Circulating T-cell immunosenescence in advanced non-small cell lung cancer patients treated with single agent PD-1/PD-L1 inhibitors or platinum-based chemotherapy.

Purpose CD28, CD57 and KLRG1 have been previously identified as markers of T-cell immunosenescence. The impact of immunosenescence on anti-PD(L)-1 (ICI) or platinum-based chemotherapy (PCT) in advanced NSCLC (aNSCLC) patients is unknown. Experimental design The percentage of CD28-, CD57+, KLRG1+ among CD8+ T-cells (SIP) was assessed by flow cytometry on blood from aNSCLC patients before single-agent ICI (discovery cohort).

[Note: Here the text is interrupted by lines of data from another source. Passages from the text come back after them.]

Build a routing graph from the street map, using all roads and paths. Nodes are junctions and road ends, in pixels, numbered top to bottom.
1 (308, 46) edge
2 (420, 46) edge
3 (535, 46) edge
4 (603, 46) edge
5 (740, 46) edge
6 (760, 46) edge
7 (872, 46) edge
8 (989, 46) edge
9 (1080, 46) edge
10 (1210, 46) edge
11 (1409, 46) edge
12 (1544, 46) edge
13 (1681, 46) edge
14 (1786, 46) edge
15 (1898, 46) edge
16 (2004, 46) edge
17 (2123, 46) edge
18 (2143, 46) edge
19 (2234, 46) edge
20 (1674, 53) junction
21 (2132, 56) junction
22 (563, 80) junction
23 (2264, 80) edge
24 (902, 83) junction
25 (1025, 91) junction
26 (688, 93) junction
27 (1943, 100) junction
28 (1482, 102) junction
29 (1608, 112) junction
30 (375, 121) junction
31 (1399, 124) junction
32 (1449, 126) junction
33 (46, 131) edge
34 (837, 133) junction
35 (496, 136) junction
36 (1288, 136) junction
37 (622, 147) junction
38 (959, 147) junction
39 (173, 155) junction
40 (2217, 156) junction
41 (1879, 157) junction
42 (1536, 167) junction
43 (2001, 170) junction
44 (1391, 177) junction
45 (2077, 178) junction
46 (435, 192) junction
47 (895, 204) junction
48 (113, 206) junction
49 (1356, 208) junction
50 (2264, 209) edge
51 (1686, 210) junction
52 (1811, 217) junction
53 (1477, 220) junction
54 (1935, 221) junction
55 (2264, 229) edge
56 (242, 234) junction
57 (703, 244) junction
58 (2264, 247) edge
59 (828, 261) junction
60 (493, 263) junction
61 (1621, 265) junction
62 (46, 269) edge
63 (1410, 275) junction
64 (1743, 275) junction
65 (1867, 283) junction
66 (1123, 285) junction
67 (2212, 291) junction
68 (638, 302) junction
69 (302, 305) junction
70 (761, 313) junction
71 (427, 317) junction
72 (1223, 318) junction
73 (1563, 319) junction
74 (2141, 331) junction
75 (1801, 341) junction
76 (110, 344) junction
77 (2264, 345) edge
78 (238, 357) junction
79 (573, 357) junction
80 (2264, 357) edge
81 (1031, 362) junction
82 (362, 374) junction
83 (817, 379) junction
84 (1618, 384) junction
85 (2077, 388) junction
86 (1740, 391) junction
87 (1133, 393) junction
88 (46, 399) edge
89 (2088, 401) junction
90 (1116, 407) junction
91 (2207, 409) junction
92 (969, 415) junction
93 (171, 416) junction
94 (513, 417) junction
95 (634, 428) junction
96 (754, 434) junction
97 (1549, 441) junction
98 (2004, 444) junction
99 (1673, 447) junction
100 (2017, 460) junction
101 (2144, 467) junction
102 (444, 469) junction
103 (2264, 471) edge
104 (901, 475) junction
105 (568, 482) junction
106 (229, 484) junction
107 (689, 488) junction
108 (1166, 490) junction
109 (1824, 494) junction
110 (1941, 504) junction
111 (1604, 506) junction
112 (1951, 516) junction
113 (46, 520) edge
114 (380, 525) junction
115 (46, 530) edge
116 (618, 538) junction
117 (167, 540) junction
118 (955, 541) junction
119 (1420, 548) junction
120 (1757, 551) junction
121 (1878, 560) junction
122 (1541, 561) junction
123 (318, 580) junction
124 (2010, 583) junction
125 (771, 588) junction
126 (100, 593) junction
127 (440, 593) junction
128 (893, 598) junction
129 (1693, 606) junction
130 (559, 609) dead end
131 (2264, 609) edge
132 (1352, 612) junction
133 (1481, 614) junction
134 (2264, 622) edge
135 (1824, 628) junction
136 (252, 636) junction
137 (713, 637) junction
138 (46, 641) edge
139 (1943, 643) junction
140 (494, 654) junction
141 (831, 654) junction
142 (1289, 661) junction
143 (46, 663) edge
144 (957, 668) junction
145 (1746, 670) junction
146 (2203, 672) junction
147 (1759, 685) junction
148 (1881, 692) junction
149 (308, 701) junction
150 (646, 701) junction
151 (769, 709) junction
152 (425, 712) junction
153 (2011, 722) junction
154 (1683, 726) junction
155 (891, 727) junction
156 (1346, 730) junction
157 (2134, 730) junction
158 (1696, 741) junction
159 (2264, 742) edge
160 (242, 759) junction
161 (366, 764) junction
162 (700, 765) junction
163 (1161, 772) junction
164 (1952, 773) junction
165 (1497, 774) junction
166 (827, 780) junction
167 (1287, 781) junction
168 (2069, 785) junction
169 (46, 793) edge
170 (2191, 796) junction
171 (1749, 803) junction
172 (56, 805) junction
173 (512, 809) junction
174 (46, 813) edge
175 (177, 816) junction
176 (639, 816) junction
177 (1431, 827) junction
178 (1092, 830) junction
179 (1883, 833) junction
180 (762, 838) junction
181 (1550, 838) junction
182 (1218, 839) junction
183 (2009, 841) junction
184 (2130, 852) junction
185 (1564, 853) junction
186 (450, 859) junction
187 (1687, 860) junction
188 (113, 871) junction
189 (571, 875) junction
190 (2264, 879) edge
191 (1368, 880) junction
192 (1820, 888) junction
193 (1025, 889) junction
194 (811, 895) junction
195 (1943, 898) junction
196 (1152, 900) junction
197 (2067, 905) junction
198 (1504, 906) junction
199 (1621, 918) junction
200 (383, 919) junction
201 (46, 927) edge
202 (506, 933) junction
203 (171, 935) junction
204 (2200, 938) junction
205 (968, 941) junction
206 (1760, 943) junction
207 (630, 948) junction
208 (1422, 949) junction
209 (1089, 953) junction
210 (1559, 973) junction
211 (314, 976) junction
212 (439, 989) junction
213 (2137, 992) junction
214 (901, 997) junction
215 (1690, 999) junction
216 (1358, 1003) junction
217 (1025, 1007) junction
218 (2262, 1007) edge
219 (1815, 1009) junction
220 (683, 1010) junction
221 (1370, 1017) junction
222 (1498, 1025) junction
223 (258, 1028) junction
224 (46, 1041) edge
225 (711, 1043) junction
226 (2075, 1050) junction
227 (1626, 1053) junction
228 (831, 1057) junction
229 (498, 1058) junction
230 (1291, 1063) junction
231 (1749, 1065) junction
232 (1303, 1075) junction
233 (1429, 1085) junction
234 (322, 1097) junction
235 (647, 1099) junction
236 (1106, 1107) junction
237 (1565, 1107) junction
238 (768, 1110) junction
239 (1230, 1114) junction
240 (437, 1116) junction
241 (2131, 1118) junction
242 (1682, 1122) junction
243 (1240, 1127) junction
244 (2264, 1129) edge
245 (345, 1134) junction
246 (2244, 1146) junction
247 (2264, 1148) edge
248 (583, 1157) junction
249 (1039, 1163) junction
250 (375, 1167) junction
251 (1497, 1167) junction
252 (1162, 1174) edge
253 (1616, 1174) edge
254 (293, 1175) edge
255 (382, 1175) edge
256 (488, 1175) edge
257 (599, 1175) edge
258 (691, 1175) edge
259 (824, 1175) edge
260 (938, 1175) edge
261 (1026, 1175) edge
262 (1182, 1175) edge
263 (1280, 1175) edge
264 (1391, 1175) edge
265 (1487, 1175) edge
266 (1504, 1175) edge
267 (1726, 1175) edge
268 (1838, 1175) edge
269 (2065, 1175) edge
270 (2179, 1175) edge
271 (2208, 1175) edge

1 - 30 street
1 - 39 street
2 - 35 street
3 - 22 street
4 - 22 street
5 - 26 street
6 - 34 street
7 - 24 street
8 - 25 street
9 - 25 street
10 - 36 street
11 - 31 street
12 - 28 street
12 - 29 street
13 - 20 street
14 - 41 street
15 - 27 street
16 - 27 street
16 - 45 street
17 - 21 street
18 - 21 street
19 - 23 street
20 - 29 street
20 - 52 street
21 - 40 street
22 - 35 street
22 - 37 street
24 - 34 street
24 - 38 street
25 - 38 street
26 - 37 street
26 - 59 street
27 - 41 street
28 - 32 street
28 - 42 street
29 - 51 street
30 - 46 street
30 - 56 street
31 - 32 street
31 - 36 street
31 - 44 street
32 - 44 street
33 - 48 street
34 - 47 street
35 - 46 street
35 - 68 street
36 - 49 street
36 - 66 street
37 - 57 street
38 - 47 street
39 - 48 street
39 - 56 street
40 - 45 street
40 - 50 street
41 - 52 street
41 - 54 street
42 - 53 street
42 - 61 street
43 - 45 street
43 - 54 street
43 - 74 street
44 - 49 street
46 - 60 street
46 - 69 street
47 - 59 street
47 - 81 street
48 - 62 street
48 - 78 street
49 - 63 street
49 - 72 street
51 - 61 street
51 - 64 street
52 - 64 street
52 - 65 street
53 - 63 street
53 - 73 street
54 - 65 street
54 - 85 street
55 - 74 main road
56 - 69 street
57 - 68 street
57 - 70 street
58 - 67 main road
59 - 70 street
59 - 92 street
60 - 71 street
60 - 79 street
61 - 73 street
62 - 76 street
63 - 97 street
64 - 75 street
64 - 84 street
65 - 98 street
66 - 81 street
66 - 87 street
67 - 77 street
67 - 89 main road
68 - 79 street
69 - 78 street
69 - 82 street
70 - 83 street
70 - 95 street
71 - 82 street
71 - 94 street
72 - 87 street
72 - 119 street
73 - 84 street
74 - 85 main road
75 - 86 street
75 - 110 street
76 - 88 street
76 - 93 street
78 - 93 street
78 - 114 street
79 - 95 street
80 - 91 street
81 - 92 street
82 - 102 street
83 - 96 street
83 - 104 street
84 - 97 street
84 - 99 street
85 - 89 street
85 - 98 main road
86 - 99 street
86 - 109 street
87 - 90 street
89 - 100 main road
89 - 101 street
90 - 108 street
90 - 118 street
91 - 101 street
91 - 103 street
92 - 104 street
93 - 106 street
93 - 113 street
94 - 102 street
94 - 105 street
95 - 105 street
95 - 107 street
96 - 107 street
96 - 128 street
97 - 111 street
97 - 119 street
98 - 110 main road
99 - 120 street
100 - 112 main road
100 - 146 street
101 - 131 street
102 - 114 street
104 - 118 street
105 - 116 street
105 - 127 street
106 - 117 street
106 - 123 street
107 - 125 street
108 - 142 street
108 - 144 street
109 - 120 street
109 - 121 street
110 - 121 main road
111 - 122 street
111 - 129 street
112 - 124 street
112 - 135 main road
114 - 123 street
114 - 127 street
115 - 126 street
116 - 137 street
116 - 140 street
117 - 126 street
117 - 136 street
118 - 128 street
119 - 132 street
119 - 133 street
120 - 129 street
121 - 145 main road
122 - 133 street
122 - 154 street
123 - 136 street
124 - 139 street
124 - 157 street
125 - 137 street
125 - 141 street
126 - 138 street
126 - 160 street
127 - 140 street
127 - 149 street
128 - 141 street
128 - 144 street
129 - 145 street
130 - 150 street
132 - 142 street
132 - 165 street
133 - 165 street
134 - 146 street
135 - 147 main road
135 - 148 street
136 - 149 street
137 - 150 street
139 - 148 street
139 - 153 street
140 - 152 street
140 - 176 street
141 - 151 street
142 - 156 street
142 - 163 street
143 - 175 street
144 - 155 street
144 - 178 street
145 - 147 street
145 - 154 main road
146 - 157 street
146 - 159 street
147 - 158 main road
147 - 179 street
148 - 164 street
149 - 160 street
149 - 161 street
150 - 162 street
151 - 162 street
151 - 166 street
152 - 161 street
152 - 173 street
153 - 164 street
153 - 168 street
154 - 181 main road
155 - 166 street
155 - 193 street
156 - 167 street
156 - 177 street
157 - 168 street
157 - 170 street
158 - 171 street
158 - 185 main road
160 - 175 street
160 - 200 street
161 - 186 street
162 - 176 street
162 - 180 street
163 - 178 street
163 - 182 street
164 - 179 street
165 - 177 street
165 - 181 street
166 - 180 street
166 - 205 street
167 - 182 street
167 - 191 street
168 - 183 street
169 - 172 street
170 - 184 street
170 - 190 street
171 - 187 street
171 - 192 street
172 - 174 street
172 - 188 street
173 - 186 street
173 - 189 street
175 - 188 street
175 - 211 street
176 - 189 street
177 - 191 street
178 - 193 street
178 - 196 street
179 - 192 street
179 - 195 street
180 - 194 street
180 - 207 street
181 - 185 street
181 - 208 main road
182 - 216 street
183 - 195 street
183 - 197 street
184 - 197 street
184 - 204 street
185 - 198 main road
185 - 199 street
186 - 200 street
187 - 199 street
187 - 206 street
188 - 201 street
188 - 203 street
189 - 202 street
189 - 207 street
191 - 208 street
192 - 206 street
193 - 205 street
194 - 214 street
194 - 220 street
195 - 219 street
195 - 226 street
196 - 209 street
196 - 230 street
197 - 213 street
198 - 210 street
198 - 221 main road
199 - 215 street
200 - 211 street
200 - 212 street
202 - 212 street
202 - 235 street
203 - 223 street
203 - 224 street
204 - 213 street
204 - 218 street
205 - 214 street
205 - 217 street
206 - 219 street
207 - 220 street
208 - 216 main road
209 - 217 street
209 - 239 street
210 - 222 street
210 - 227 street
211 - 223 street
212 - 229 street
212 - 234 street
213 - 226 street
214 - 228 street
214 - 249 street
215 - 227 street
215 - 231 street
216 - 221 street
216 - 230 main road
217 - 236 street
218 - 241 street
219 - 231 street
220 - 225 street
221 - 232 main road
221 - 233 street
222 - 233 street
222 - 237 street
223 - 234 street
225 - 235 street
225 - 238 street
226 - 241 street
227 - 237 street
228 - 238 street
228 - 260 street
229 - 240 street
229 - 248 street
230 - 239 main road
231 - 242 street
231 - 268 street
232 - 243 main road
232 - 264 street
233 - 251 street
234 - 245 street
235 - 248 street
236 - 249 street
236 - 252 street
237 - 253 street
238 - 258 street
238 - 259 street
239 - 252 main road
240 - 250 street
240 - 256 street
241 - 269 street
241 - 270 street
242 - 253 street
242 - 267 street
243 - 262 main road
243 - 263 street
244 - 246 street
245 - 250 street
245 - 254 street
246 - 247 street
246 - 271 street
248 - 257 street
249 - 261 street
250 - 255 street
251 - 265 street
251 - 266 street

A SIP cut-off was identified by log-rank maximization method and aNSCLC patients treated with ICI (validation cohort) or PCT were classified accordingly. Proliferation and functional properties of SIP+ CD8+ T-cells were assessed in vitro. Results In the ICI discovery cohort (N=37), SIP cut-off was 39.5%, 27% of patients were SIP+. In the ICI validation cohort (N=46), SIP+ status was found in 28% of patients and significantly correlated with worse ORR (0% vs 30%, p=0.04), median (m) PFS [1.8 (95% CI 1.3-NR) vs 6.4 (95% CI 2-19) months, p=0.009] and mOS [2.8 (95% CI 2.0-NR) vs 20.8 (95% CI 6.0-NR) months, p=0.02]. SIP+ status was significantly associated with circulating specific immunephenotypes, in-vitro lower CD8+ T-cells proliferation, lower IL-2 and higher TNFa and IFNg production. In the ICI-pooled population (N=83), SIP+ status did not correlate with any clinical characteristics and it was associated with significantly worse ORR, PFS and OS. In PCT cohort (N=61), 11% of patients were SIP+. SIP status did not correlate with outcomes upon PCT. Conclusions Circulating T-cell immunosenescence is observed in up to 28% of aNSCLC patients and correlates with lack of benefit from ICI but not from PCT.